# Perform Sample Searches on Vector Database 

## Introduction

This notebook provides an optional exercise for exploring document search within a vector database. Experiment with different search techniques using **Elasticsearch or Milvus or Datastax** as your chosen database.

This notebook demonstrates how to perform sample searches using various techniques and Analyze the search results to understand the effectiveness of different methods.
While this notebook is optional, it can be valuable for gaining hands-on experience with vector databases and document search techniques. If you prefer, you can skip this exercise and proceed directly to **`Create and Deploy QnA AI Service`**

In this notebook, we will cover the following actions:

- Establishing a connection to the chosen vector database (Elasticsearch or Milvus or Datastax).
- If your connection type is Elastic Search 
    - Using an Elastic Learned Sparse Encoder (ELSER)/ Dense model (like E5 multilingual) and LangChain to search and retrieve relevant documents based on specific queries in Elasticsearch.  
- If your connection type is Milvus or Datastax  
    - Employing an embedding model and LangChain to search and retrieve relevant documents based on specific queries in Milvus.
- Additional functionality supported for search and retrieval of hybrid searching strategies with both Milvus and Elasticsearch Vector Database.

**NOTE**: 
- Hybrid search is not supported for Bulk indexing in Milvus. Please disable `milvus_hybrid_search` param in `RAG_ADVANCED_PARAMETER_SET` in case data is bulk ingested in Milvus.
- Datastax is not supported in this cloud version.

## Contents

This notebook contains the following parts:
- [Setup](#setup)
- [Connect to Vector Database](#connect)
- [Q&A using Vectorstore and query templates](#QnATest)




<a id="setup"></a>
### Pre-Requisite Libraries and Dependencies
Download and import mandatory libraries and dependencies. 
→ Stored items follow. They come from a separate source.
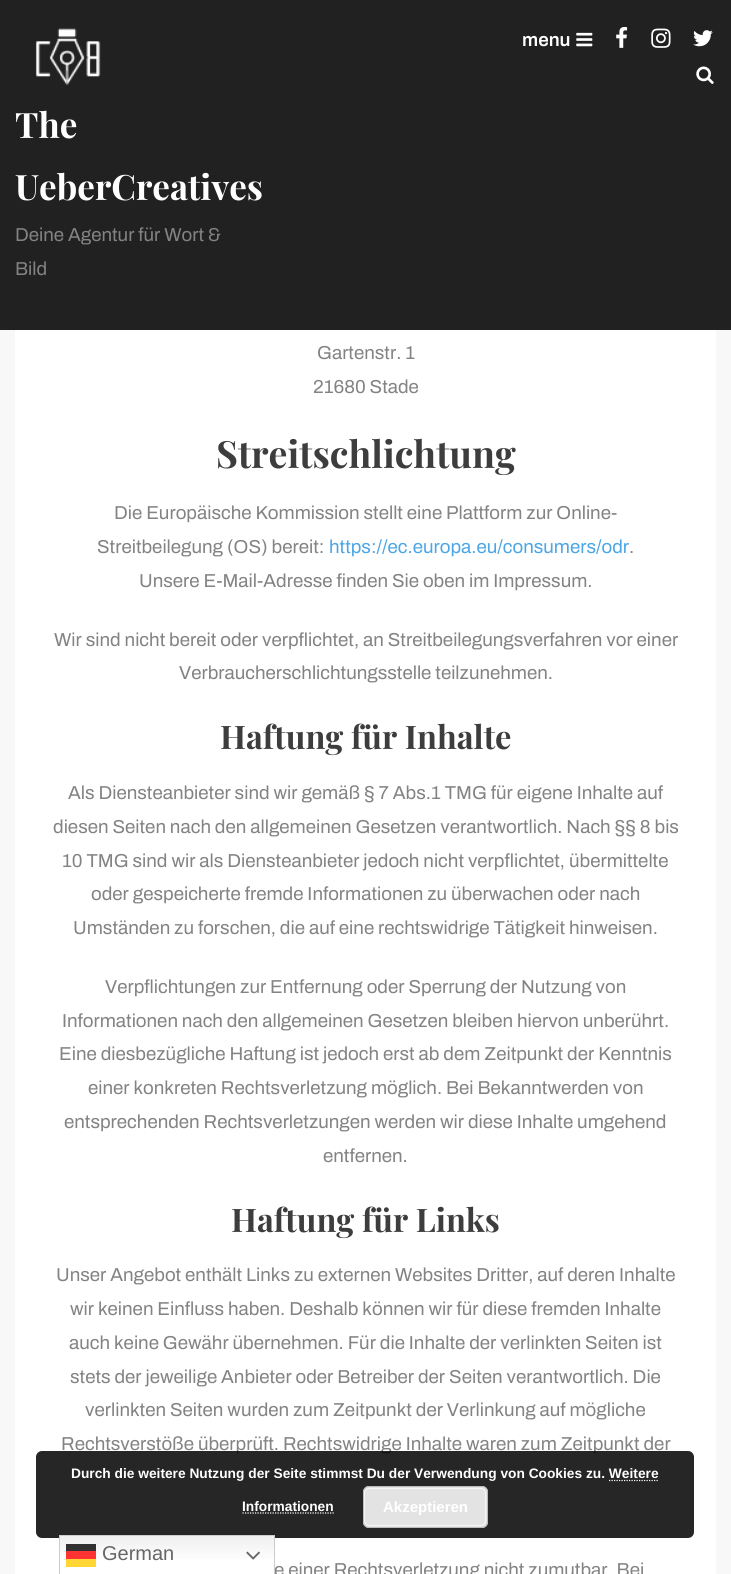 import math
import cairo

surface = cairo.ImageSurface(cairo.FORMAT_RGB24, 731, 1574)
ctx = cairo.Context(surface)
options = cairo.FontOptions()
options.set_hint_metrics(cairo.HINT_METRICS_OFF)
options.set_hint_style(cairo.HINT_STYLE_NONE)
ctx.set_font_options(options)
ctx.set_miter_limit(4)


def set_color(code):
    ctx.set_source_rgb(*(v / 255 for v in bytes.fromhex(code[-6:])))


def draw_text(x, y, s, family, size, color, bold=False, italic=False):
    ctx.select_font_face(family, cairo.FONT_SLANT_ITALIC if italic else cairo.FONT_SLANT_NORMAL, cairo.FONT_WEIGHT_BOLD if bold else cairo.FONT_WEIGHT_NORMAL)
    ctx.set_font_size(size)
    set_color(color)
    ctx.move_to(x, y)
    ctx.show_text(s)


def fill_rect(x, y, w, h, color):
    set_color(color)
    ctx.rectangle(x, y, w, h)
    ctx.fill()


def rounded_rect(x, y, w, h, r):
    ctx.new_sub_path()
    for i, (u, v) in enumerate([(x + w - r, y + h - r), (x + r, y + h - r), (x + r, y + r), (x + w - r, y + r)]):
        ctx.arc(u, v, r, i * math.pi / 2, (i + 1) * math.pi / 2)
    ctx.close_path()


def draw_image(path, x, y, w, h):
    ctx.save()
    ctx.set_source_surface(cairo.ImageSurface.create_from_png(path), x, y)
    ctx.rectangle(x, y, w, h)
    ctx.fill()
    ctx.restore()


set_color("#f8f8f8")
ctx.paint()
fill_rect(0, 0, 731, 330, "#212121")
draw_text(522, 46, "menu", "Archivo SemiBold", 18.75, "#ffffff")
draw_image("assets/img1.png", 576, 32, 17, 15)
draw_image("assets/img2.png", 616, 27, 12, 21)
draw_image("assets/img3.png", 651, 28, 20, 20)
draw_image("assets/img4.png", 693, 30, 20, 17)
draw_image("assets/img5.png", 696, 66, 18, 18)
draw_image("assets/img6.png", 35, 28, 66, 58)
draw_text(15, 138, "The", "Playfair Display", 35, "#ffffff", bold=True)
draw_text(15, 200, "UeberCreatives", "Playfair Display", 35, "#ffffff", bold=True)
draw_text(15, 241, "Deine Agentur für Wort &", "Archivo", 18.75, "#838383")
draw_text(15, 275, "Bild", "Archivo", 18.75, "#838383")
fill_rect(15, 330, 701, 1244, "#ffffff")
draw_text(317, 359, "Gartenstr. 1", "Archivo", 18.75, "#838383")
draw_text(313, 393, "21680 Stade", "Archivo", 18.75, "#838383")
draw_text(216, 468, "Streitschlichtung", "Playfair Display", 37.5, "#3d3d3d", bold=True)
draw_text(114, 519, "Die Europäische Kommission stellt eine Plattform zur Online-", "Archivo", 18.75, "#838383")
draw_text(97, 553, "Streitbeilegung (OS) bereit:", "Archivo", 18.75, "#838383")
draw_text(329, 553, "https://ec.europa.eu/consumers/odr", "Archivo", 18.75, "#4ca6e5")
draw_text(629, 553, ".", "Archivo", 18.75, "#838383")
draw_text(139, 587, "Unsere E-Mail-Adresse finden Sie oben im Impressum.", "Archivo", 18.75, "#838383")
draw_text(54, 646, "Wir sind nicht bereit oder verpflichtet, an Streitbeilegungsverfahren vor einer", "Archivo", 18.75, "#838383")
draw_text(179, 679, "Verbraucherschlichtungsstelle teilzunehmen.", "Archivo", 18.75, "#838383")
draw_text(220, 749, "Haftung für Inhalte", "Playfair Display", 32.5, "#3d3d3d", bold=True)
draw_text(68, 799, "Als Diensteanbieter sind wir gemäß § 7 Abs.1 TMG für eigene Inhalte auf", "Archivo", 18.75, "#838383")
draw_text(53, 833, "diesen Seiten nach den allgemeinen Gesetzen verantwortlich. Nach §§ 8 bis", "Archivo", 18.75, "#838383")
draw_text(62, 867, "10 TMG sind wir als Diensteanbieter jedoch nicht verpflichtet, übermittelte", "Archivo", 18.75, "#838383")
draw_text(91, 900, "oder gespeicherte fremde Informationen zu überwachen oder nach", "Archivo", 18.75, "#838383")
draw_text(73, 934, "Umständen zu forschen, die auf eine rechtswidrige Tätigkeit hinweisen.", "Archivo", 18.75, "#838383")
draw_text(105, 993, "Verpflichtungen zur Entfernung oder Sperrung der Nutzung von", "Archivo", 18.75, "#838383")
draw_text(62, 1027, "Informationen nach den allgemeinen Gesetzen bleiben hiervon unberührt.", "Archivo", 18.75, "#838383")
draw_text(59, 1060, "Eine diesbezügliche Haftung ist jedoch erst ab dem Zeitpunkt der Kenntnis", "Archivo", 18.75, "#838383")
draw_text(88, 1094, "einer konkreten Rechtsverletzung möglich. Bei Bekanntwerden von", "Archivo", 18.75, "#838383")
draw_text(64, 1128, "entsprechenden Rechtsverletzungen werden wir diese Inhalte umgehend", "Archivo", 18.75, "#838383")
draw_text(323, 1162, "entfernen.", "Archivo", 18.75, "#838383")
draw_text(231, 1232, "Haftung für Links", "Playfair Display", 32.5, "#3d3d3d", bold=True)
draw_text(56, 1281, "Unser Angebot enthält Links zu externen Websites Dritter, auf deren Inhalte", "Archivo", 18.75, "#838383")
draw_text(70, 1315, "wir keinen Einfluss haben. Deshalb können wir für diese fremden Inhalte", "Archivo", 18.75, "#838383")
draw_text(69, 1349, "auch keine Gewähr übernehmen. Für die Inhalte der verlinkten Seiten ist", "Archivo", 18.75, "#838383")
draw_text(70, 1383, "stets der jeweilige Anbieter oder Betreiber der Seiten verantwortlich. Die", "Archivo", 18.75, "#838383")
draw_text(85, 1416, "verlinkten Seiten wurden zum Zeitpunkt der Verlinkung auf mögliche", "Archivo", 18.75, "#838383")
draw_text(61, 1450, "Rechtsverstöße überprüft. Rechtswidrige Inhalte waren zum Zeitpunkt der", "Archivo", 18.75, "#838383")
draw_text(274, 1576, "e einer Rechtsverletzung nicht zumutbar. Bei", "Archivo", 18.75, "#838383")
ctx.set_source_rgba(0, 0, 0, 0.85)
rounded_rect(36, 1451, 658, 87, 6)
ctx.fill()
draw_text(71, 1478, "Durch die weitere Nutzung der Seite stimmst Du der Verwendung von Cookies zu. Weitere", "Liberation Sans", 13.75, "#ffffff", bold=True)
draw_text(242, 1511, "Informationen", "Liberation Sans", 13.75, "#ffffff", bold=True)
ctx.new_path()
ctx.move_to(609, 1480.5)
ctx.line_to(659, 1480.5)
ctx.set_line_width(1.2)
ctx.set_dash([1.25, 1.25])
ctx.stroke()
ctx.new_path()
ctx.move_to(242.5, 1513)
ctx.line_to(334, 1513)
ctx.stroke()
set_color("#e3e3e3")
rounded_rect(363, 1486, 125, 42, 6)
ctx.fill()
rounded_rect(364.5, 1488.5, 121, 37, 4.5)
set_color("#f6f6f6")
ctx.set_line_width(1)
ctx.set_dash([])
ctx.stroke()
rounded_rect(363.5, 1486.5, 124, 41, 5.5)
set_color("#bbbbbb")
ctx.stroke()
draw_text(383, 1512, "Akzeptieren", "Liberation Sans", 15, "#ffffff", bold=True)
gradient = cairo.LinearGradient(167, 1535, 167, 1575)
gradient.add_color_stop_rgba(0, 0.937, 0.937, 0.937, 1)
gradient.add_color_stop_rgba(0.7, 1, 1, 1, 1)
ctx.set_source(gradient)
ctx.rectangle(60, 1536, 214, 23)
ctx.fill()
gradient = cairo.LinearGradient(167, 1535, 167, 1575)
gradient.add_color_stop_rgba(0, 0.988, 0.188, 0.188, 1)
gradient.add_color_stop_rgba(0.7, 1, 0.2, 0.2, 1)
ctx.set_source(gradient)
ctx.rectangle(66, 1551, 30, 8)
ctx.fill()
gradient = cairo.LinearGradient(167, 1535, 167, 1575)
gradient.add_color_stop_rgba(0, 0.188, 0.188, 0.188, 1)
gradient.add_color_stop_rgba(0.7, 0.2, 0.2, 0.2, 1)
ctx.set_source(gradient)
ctx.rectangle(66, 1544, 30, 7)
ctx.fill()
ctx.rectangle(59.5, 1535.5, 215, 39)
set_color("#cccccc")
ctx.stroke()
draw_text(102, 1560, "German", "Liberation Sans", 20, "#666666")
draw_image("assets/img7.png", 246, 1551, 14, 9)
fill_rect(66, 1559, 30, 8, "#ffd633")
surface.write_to_png("output.png")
Note : Some of the versions of the libraries may throw warnings after installation. These library versions are crucial for successful execution of the accelerator. Please ignore the warning/error and proceed with your execution. 

In [None]:

!pip install elasticsearch==8.18.1 | tail -n 1
!pip install langchain | tail -n 1
!pip install ibm_watsonx_ai==1.3.26 | tail -n 1
!pip install langchain_elasticsearch==0.3.2 | tail -n 1
!pip install langchain_milvus==0.2.0 | tail -n 1
!pip install pymilvus==2.5.11 | tail -n 1
!pip install langchain_community | tail -n 1
!pip install cassio==0.1.10 | tail -n 1


Restart the kernel after performing the pip install if the below cell fails to import all the libraries.

In [None]:
from elasticsearch import Elasticsearch, helpers
from ibm_watsonx_ai import Credentials
from ibm_watsonx_ai.foundation_models import Embeddings
from ibm_watsonx_ai.metanames import EmbedTextParamsMetaNames as EmbedParams
from ibm_watsonx_ai.metanames import GenTextParamsMetaNames as GenParams
from ibm_watsonx_ai import APIClient
import json
import os
import shutil 
import warnings
warnings.filterwarnings("ignore")
from pymilvus import(IndexType,Status,connections,FieldSchema,DataType,Collection,CollectionSchema,utility)

In [None]:
project_id=os.environ['PROJECT_ID']
# Environment and host url
hostname = os.environ['RUNTIME_ENV_APSX_URL']

if hostname.endswith("cloud.ibm.com") == True:
    environment = "cloud"
    project_id = os.environ['PROJECT_ID']
    runtime_region = os.environ["RUNTIME_ENV_REGION"] 
else:
    environment = "on-prem"
    from ibm_watson_studio_lib import access_project_or_space
    wslib = access_project_or_space()
   




<a id="parameterimport"></a>
### Import Parameter Sets, Credentials and Helper functions script.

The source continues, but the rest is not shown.